What is a data example? ›

Qualitative Data

It includes information like age, time, height, weight, etc. The data is collected by measuring it on required parameters. For example, data on the number of students playing different sports from your class is in quantitative form.

What are the three 3 different types of data source? ›

What are Data Source Types?
  • Databases.
  • Flat files.
  • Web services.
  • Other sources such as RSS feeds.

How to identify data sources? ›

Identifying relevant data sources involves defining project goals, understanding required information, and considering available databases, literature, and experts. Evaluate the reliability and credibility of potential sources.

What is the data type with an example? ›

For example, a programmer might create a new data type named "complex number" that would include real and imaginary parts, or a color data type represented by three bytes denoting the amounts each of red, green, and blue, and a string representing the color's name.

What is a data source also known as? ›

In computing, a data source name (DSN, sometimes known as a database source name, though "data sources" can comprise other repositories apart from databases) is a string that has an associated data structure used to describe a connection to a data source.

What is your definition of data? ›

Data is information such as facts and numbers used to analyze something or make decisions. Computer data is information in a form that can be processed by a computer.

What are examples of primary data sources? ›

Primary sources

biographies, autobiographies, manuscripts. interviews, speeches, oral histories. case law, legislation, regulations, constitutions. government documents, statistical data, research reports.

How do you choose sources of data? ›

What to Look for When Choosing a Data Source
  1. High-Quality. ...
  2. Continuously updated. ...
  3. Relevant information. ...
  4. Strong online presence. ...
  5. Conclusion.

How do you describe a data source? ›

A data source is the location where data that is being used originates from.
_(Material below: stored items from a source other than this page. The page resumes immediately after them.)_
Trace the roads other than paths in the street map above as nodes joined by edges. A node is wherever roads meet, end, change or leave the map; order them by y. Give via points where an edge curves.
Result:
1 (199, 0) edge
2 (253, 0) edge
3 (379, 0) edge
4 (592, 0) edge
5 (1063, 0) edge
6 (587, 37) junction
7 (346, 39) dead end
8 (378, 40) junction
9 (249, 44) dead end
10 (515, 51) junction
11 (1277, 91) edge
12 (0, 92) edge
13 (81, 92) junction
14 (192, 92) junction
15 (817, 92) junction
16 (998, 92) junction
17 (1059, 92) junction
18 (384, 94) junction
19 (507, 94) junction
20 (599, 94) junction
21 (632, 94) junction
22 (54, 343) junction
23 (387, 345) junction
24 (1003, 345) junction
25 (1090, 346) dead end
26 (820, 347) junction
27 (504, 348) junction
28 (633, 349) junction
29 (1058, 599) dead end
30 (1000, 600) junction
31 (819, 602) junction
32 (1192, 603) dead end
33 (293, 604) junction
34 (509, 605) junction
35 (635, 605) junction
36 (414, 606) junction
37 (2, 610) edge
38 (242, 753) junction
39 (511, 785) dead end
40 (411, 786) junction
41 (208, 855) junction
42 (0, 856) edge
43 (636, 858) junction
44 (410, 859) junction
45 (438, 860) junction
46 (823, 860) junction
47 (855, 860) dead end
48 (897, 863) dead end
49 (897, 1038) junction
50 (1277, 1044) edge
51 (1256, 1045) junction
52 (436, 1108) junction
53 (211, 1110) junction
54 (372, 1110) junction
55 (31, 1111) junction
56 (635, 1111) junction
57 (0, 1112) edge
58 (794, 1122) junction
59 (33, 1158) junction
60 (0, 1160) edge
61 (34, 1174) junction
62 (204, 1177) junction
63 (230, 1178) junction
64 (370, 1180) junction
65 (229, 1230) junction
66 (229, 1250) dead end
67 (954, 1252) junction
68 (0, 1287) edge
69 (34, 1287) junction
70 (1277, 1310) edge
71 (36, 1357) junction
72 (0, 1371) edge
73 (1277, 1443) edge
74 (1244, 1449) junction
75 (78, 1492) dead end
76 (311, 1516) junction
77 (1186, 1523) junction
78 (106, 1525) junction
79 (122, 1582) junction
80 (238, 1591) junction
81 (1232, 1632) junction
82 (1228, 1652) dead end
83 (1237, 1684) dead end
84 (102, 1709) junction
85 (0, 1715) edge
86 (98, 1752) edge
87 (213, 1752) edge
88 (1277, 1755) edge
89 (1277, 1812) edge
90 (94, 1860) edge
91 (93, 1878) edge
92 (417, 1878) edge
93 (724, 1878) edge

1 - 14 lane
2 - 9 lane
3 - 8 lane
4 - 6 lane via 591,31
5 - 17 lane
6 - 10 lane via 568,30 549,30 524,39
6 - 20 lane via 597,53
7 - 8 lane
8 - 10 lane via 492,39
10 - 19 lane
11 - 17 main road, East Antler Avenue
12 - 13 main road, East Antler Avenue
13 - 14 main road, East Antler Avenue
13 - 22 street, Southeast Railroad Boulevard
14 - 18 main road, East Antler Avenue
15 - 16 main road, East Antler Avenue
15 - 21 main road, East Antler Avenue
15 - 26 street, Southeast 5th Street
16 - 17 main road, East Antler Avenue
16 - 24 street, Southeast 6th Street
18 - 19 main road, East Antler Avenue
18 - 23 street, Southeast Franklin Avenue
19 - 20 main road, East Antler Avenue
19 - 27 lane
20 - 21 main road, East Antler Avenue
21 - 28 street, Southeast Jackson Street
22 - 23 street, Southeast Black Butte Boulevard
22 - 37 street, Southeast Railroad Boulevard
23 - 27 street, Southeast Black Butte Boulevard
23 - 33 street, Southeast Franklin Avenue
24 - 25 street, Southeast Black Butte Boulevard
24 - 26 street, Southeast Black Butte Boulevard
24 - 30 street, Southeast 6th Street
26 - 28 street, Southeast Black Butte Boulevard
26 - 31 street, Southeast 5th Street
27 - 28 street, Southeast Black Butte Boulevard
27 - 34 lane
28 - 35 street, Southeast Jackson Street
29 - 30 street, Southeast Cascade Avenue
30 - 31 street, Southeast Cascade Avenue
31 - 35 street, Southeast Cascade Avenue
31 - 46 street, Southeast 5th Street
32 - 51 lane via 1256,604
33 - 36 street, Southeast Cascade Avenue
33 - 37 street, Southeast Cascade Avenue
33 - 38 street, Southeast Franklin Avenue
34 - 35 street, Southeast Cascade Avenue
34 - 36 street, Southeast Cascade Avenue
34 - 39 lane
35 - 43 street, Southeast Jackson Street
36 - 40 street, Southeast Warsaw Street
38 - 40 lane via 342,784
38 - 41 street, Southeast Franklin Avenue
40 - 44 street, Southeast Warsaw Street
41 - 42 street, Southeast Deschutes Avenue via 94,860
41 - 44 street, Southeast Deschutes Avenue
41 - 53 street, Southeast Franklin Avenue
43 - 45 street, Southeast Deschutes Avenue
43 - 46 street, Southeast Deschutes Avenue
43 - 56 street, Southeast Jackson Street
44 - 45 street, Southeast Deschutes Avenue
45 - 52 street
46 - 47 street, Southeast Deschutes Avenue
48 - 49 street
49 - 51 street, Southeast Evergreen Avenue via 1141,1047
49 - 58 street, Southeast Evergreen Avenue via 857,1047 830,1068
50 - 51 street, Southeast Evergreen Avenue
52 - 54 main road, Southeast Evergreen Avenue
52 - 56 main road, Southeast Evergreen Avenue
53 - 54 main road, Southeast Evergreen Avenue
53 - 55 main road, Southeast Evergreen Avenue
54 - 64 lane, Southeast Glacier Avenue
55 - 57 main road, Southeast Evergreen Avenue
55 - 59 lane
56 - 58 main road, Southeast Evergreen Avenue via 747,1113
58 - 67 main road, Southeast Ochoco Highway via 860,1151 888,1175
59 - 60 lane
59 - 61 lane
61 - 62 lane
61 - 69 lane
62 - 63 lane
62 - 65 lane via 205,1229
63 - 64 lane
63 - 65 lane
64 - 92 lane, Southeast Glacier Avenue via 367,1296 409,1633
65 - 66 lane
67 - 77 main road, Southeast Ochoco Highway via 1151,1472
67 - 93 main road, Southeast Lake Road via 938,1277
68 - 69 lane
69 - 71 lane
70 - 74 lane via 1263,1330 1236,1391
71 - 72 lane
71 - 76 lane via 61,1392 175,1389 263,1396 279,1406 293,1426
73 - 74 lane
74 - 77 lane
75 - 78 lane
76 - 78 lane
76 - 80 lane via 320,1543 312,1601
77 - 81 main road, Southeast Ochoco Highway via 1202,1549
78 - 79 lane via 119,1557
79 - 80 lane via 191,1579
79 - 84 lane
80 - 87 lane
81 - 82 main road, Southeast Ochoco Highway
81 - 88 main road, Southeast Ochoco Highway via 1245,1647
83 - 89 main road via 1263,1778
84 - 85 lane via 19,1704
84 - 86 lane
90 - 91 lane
A data source may be the initial location where data is born or where physical information is first digitized, however even the most refined data may serve as a source, as long as another process accesses and utilizes it.

What is a common data source? ›

Some common data sources include: Surveys or questionnaires. Social media platforms. Medical records. Sales or financial reports.
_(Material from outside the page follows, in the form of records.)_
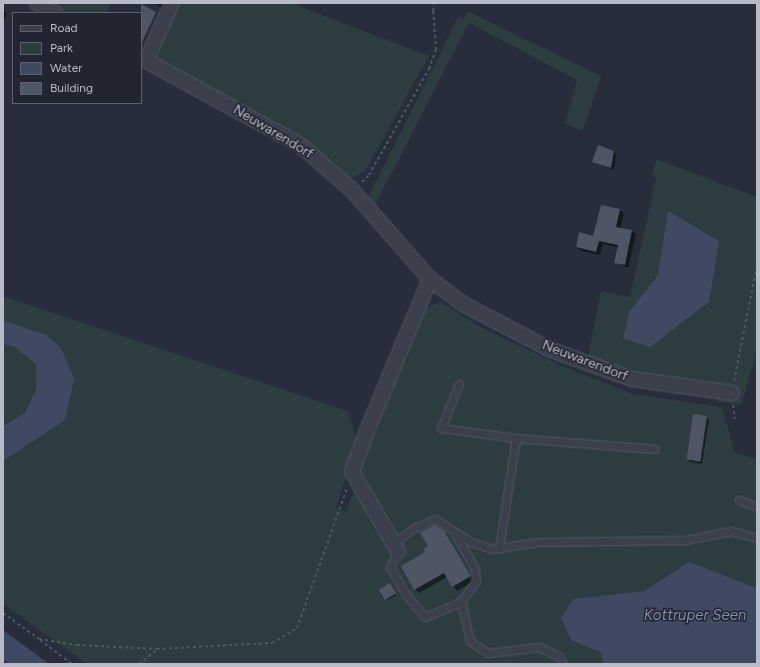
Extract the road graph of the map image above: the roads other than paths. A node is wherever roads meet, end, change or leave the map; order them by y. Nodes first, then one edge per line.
1 (37, 3) edge
2 (172, 3) edge
3 (53, 12) edge
4 (143, 60) edge
5 (430, 280) junction
6 (459, 384) dead end
7 (732, 393) road end
8 (516, 438) junction
9 (655, 449) dead end
10 (739, 500) dead end
11 (757, 507) edge
12 (454, 531) junction
13 (757, 538) edge
14 (396, 547) junction
15 (499, 548) junction
16 (461, 602) junction
17 (563, 664) edge

1 - 3 street
2 - 4 street, Neuwarendorf
4 - 5 street, Neuwarendorf
5 - 7 street, Neuwarendorf
5 - 14 street
6 - 8 lane
8 - 9 lane
8 - 15 lane
10 - 11 lane
12 - 14 lane
12 - 15 lane
12 - 16 lane
13 - 15 lane
14 - 16 lane
16 - 17 lane

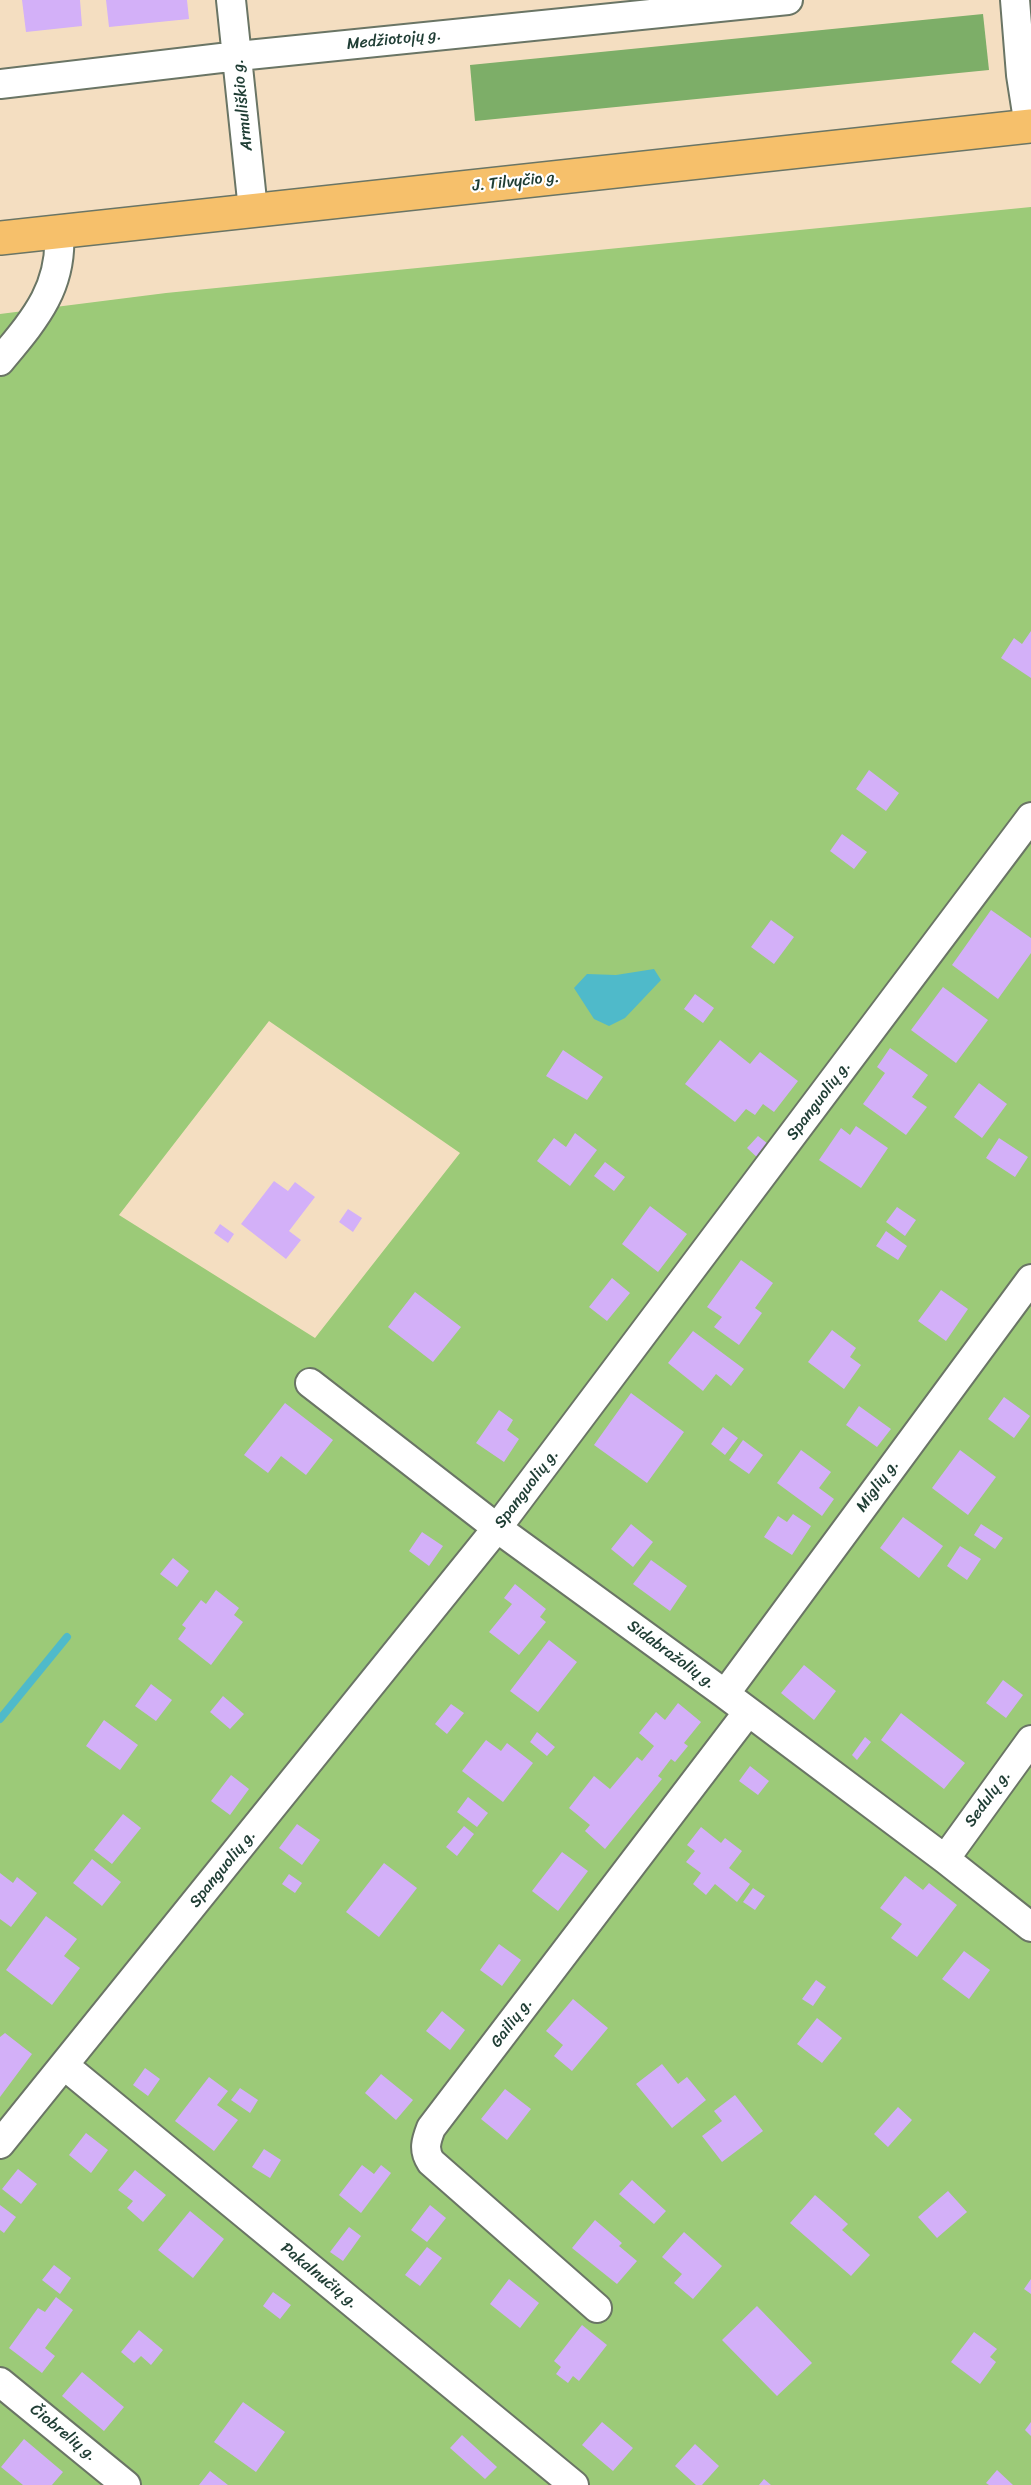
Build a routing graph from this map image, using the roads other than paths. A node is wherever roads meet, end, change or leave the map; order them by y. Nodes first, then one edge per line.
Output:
1 (231, 0) edge
2 (788, 0) edge
3 (1015, 0) edge
4 (712, 4) edge
5 (238, 56) junction
6 (0, 84) edge
7 (1030, 126) edge
8 (253, 210) junction
9 (59, 232) junction
10 (0, 238) edge
11 (0, 361) edge
12 (1031, 817) edge
13 (1031, 1279) edge
14 (310, 1383) dead end
15 (497, 1528) junction
16 (725, 1694) junction
17 (748, 1712) junction
18 (1031, 1740) edge
19 (945, 1859) junction
20 (1031, 1928) edge
21 (64, 2066) junction
22 (0, 2144) edge
23 (597, 2308) dead end
24 (0, 2382) edge
25 (126, 2485) edge
26 (574, 2485) edge

1 - 5 street, Armuliškio g.
2 - 4 street, Medžiotojų g.
3 - 7 street
4 - 5 street, Medžiotojų g.
5 - 6 street, Medžiotojų g.
5 - 8 street, Armuliškio g.
7 - 8 main road, J. Tilvyčio g.
8 - 9 main road, J. Tilvyčio g.
9 - 10 main road, J. Tilvyčio g.
9 - 11 street
12 - 15 street, Spanguolių g.
13 - 16 street, Miglių g.
14 - 15 street, Sidabražolių g.
15 - 16 street, Sidabražolių g.
15 - 21 street, Spanguolių g.
16 - 17 street, Sidabražolių g.
17 - 19 street, Sidabražolių g.
17 - 23 street, Gailių g.
18 - 19 street, Sedulų g.
19 - 20 street, Sidabražolių g.
21 - 22 street, Spanguolių g.
21 - 26 street, Pakalnučių g.
24 - 25 street, Čiobrelių g.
What are some examples of big data sources? ›

Big data comes from many sources, including transaction processing systems, customer databases, documents, emails, medical records, internet clickstream logs, mobile apps and social networks.

What is common data source? ›

Some common data sources include: Surveys or questionnaires. Social media platforms. Medical records.

What are five examples of primary sources of data? ›

Primary sources
  • diaries, correspondence, ships' logs.
  • original documents e.g. birth certificates, trial transcripts.
  • biographies, autobiographies, manuscripts.
  • interviews, speeches, oral histories.
  • case law, legislation, regulations, constitutions.
  • government documents, statistical data, research reports.

What is 1 example of a source for input data? ›

The source can be a database, a flat file, an XML file, or any other format that a system can read. The input is recorded as a collection of records that contain information used in the business process. That information can include customer details, accounting figures, sales, logistics, and more.

Top Articles
Latest Posts
Article information

Author: Pres. Lawanda Wiegand

Last Updated:

Views: 6375

Rating: 4 / 5 (51 voted)

Reviews: 90% of readers found this page helpful

Author information

Name: Pres. Lawanda Wiegand

Birthday: 1993-01-10

Address: Suite 391 6963 Ullrich Shore, Bellefort, WI 01350-7893

Phone: +6806610432415

Job: Dynamic Manufacturing Assistant

Hobby: amateur radio, Taekwondo, Wood carving, Parkour, Skateboarding, Running, Rafting

Introduction: My name is Pres. Lawanda Wiegand, I am a inquisitive, helpful, glamorous, cheerful, open, clever, innocent person who loves writing and wants to share my knowledge and understanding with you.